## [TO DO]
All of the data must be output exactly, with every picture left out.

Segment Open

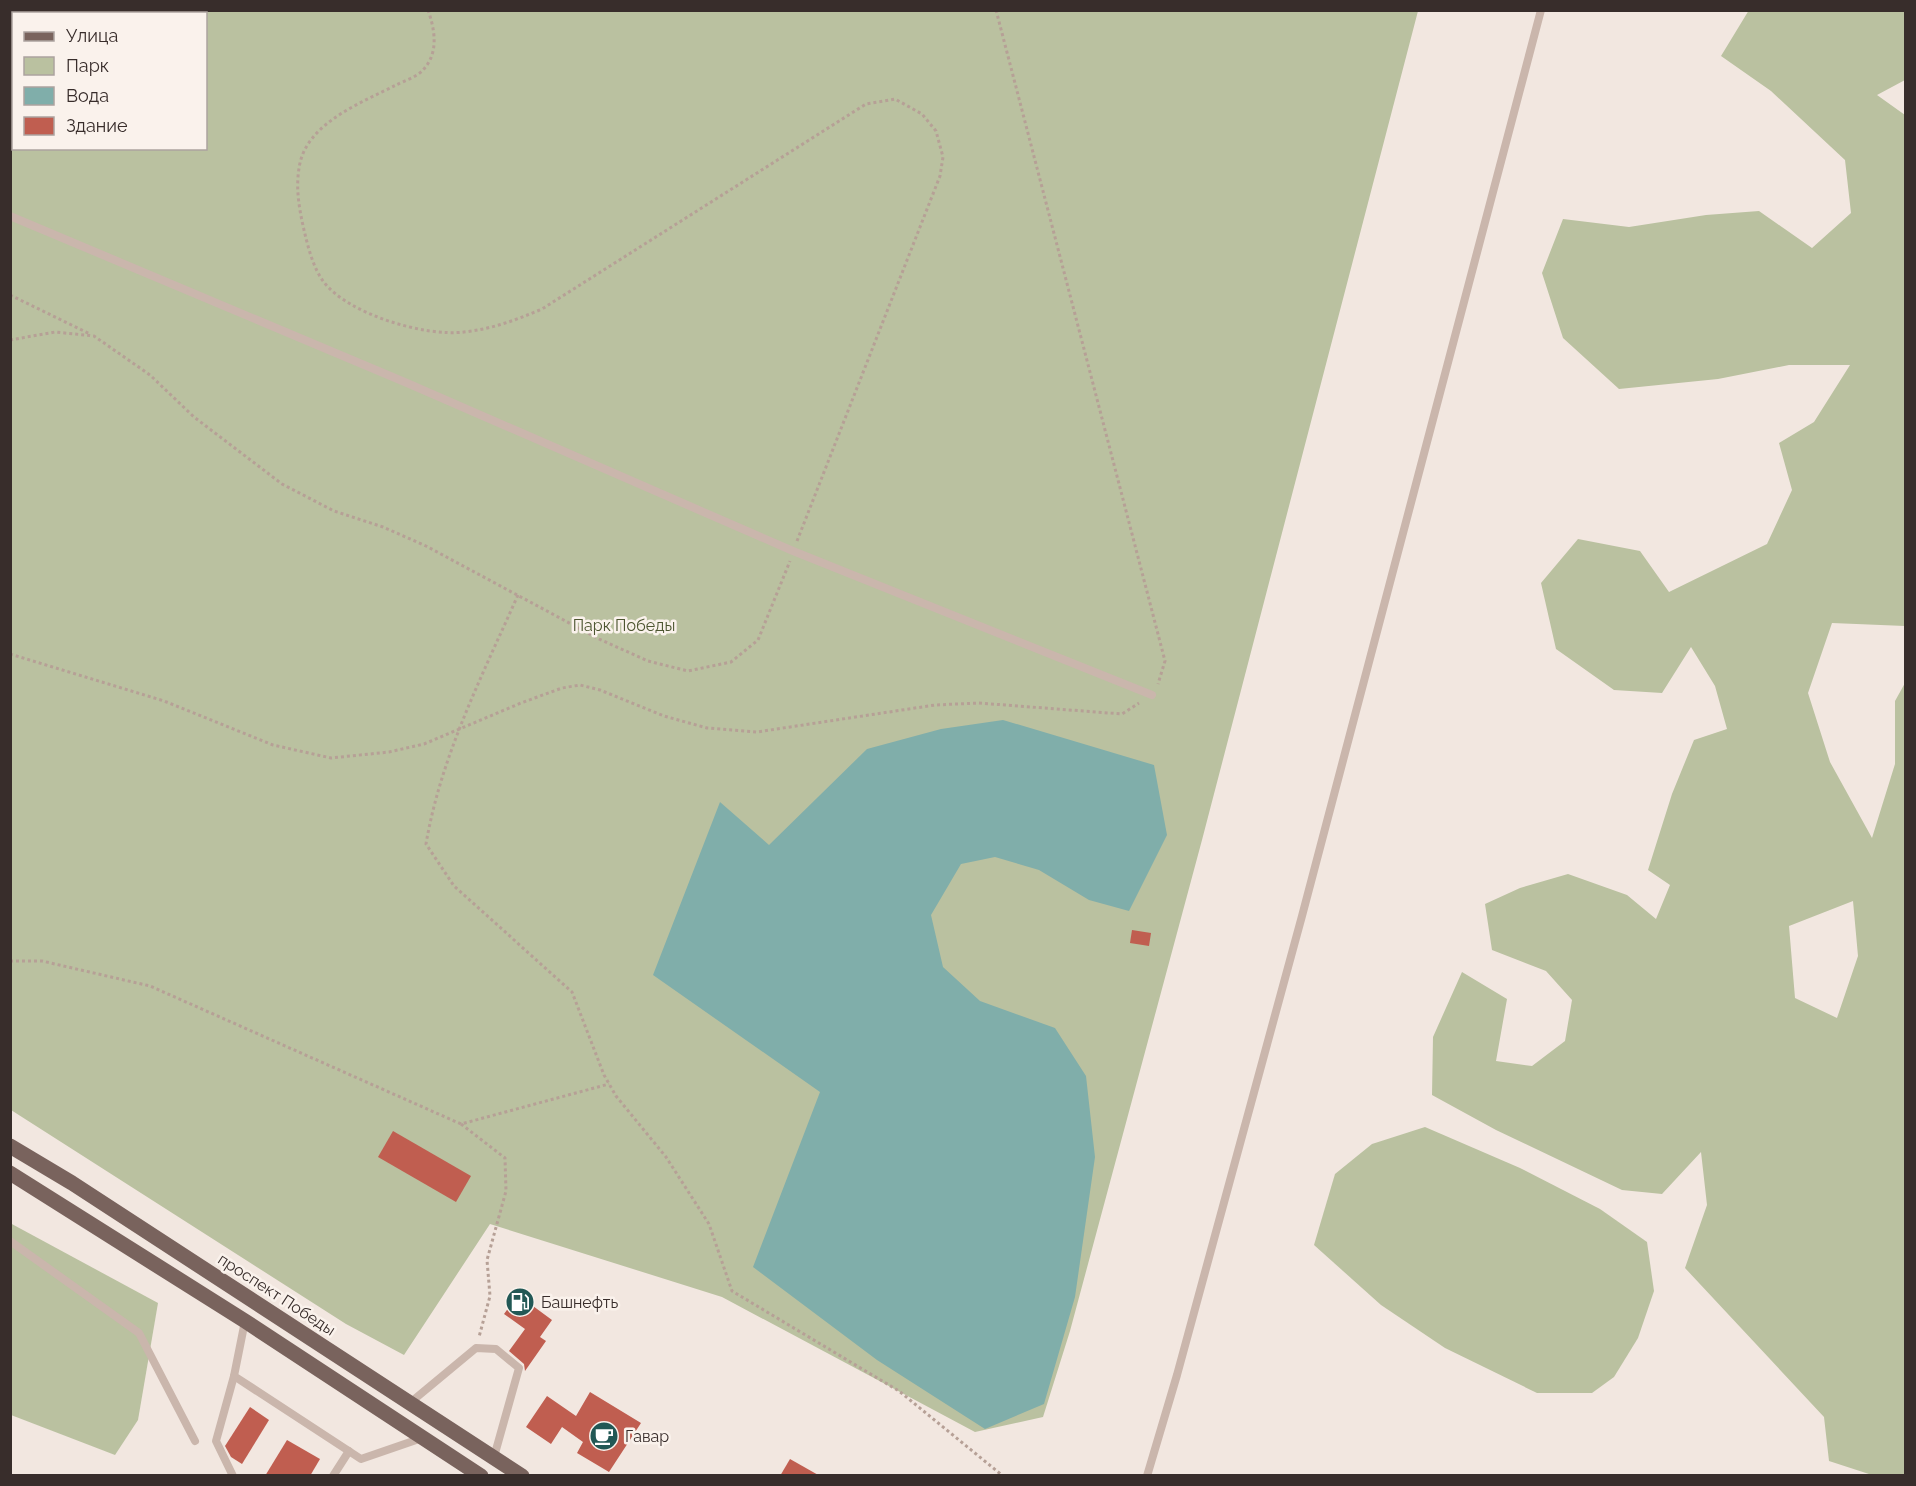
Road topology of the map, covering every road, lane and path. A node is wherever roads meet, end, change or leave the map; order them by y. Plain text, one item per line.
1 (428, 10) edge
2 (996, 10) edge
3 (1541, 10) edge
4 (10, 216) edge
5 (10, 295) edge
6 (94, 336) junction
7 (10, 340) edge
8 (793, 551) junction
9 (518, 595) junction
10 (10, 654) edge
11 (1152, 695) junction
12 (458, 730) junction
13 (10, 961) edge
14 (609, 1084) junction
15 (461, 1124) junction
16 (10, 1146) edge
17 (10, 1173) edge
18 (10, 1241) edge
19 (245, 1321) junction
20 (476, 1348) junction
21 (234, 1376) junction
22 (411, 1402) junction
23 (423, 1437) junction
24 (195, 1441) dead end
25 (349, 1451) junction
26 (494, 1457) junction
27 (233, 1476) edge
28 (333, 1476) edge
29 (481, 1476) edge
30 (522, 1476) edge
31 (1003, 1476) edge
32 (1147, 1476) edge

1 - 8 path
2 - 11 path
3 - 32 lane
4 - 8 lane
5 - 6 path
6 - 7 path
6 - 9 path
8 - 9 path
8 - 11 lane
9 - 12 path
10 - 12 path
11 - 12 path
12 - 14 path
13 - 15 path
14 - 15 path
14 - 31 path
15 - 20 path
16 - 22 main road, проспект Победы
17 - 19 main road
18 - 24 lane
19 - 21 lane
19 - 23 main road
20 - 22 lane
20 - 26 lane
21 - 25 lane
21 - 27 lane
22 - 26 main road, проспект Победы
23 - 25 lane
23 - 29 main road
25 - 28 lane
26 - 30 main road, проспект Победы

Segment Closed

## [RESPONSE TO THE EXERCISE]
Road topology of the map, covering every road, lane and path. A node is wherever roads meet, end, change or leave the map; order them by y. Plain text, one item per line.
1 (428, 10) edge
2 (996, 10) edge
3 (1541, 10) edge
4 (10, 216) edge
5 (10, 295) edge
6 (94, 336) junction
7 (10, 340) edge
8 (793, 551) junction
9 (518, 595) junction
10 (10, 654) edge
11 (1152, 695) junction
12 (458, 730) junction
13 (10, 961) edge
14 (609, 1084) junction
15 (461, 1124) junction
16 (10, 1146) edge
17 (10, 1173) edge
18 (10, 1241) edge
19 (245, 1321) junction
20 (476, 1348) junction
21 (234, 1376) junction
22 (411, 1402) junction
23 (423, 1437) junction
24 (195, 1441) dead end
25 (349, 1451) junction
26 (494, 1457) junction
27 (233, 1476) edge
28 (333, 1476) edge
29 (481, 1476) edge
30 (522, 1476) edge
31 (1003, 1476) edge
32 (1147, 1476) edge

1 - 8 path
2 - 11 path
3 - 32 lane
4 - 8 lane
5 - 6 path
6 - 7 path
6 - 9 path
8 - 9 path
8 - 11 lane
9 - 12 path
10 - 12 path
11 - 12 path
12 - 14 path
13 - 15 path
14 - 15 path
14 - 31 path
15 - 20 path
16 - 22 main road, проспект Победы
17 - 19 main road
18 - 24 lane
19 - 21 lane
19 - 23 main road
20 - 22 lane
20 - 26 lane
21 - 25 lane
21 - 27 lane
22 - 26 main road, проспект Победы
23 - 25 lane
23 - 29 main road
25 - 28 lane
26 - 30 main road, проспект Победы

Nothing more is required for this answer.